Re: [PATCH] Allow multiple recursive self-references

From: Tom Lane <tgl(at)sss(dot)pgh(dot)pa(dot)us>
To: Denis Hirn <denis(dot)hirn(at)uni-tuebingen(dot)de>
Cc: Pantelis Theodosiou <ypercube(at)gmail(dot)com>, PostgreSQL Hackers <pgsql-hackers(at)lists(dot)postgresql(dot)org>
Subject: Re: [PATCH] Allow multiple recursive self-references
Date: 2021-03-23 19:29:42
Message-ID: 988140.1616527782@sss.pgh.pa.us
Views: Raw Message | Whole Thread | Download mbox | Resend email
Thread:
Lists: pgsql-hackers

Denis Hirn <denis(dot)hirn(at)uni-tuebingen(dot)de> writes:
>> I am not at all sure what the standard says about such recursion [...]

> as far as I know, the standard does not constraint the number of self-references
> of recursive common table expressions. However, I could be wrong here.

As far as I can see, the spec flat-out forbids this.

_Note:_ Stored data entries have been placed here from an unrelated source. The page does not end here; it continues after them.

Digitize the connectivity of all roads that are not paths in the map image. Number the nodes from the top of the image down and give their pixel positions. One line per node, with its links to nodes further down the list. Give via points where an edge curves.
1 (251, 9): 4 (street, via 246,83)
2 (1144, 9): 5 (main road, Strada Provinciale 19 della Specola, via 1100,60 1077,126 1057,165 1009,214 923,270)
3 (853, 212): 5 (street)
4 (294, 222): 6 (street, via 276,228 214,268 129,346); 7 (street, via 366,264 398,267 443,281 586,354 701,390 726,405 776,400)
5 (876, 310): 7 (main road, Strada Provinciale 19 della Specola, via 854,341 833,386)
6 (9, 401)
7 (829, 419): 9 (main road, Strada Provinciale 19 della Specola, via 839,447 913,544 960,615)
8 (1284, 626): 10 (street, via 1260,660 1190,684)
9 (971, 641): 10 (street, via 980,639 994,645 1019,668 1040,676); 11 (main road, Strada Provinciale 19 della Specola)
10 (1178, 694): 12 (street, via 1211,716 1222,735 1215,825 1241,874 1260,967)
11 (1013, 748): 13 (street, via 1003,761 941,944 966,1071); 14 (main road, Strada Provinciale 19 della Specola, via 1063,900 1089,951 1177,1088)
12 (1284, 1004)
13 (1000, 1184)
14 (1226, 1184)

In SQL:2021,
it's discussed in 7.17 <query expression> syntax rule 3) j) ix), which
defines

ix) If WLEi is recursive, then:
1) Let S be the stratum that contains WQNi.
2) If WQEi does not contain a <query specification> that contains
more than one <query name> referencing members of S, then WLEi is
linearly recursive.

("stratum" means a set of mutually-recursive WITH items), and they
helpfully explain

NOTE 308 — For example, if WLEi contains the <query specification>
SELECT * FROM A AS A1, A AS A2
where A is a <query name> in S, then WLEi is not linearly recursive. The
point is that this <query specification> contains two references to
members of S. It is irrelevant that they reference the same member of S.

and then the next rule says

x) If WLEi is recursive, then WLEi shall be linearly recursive.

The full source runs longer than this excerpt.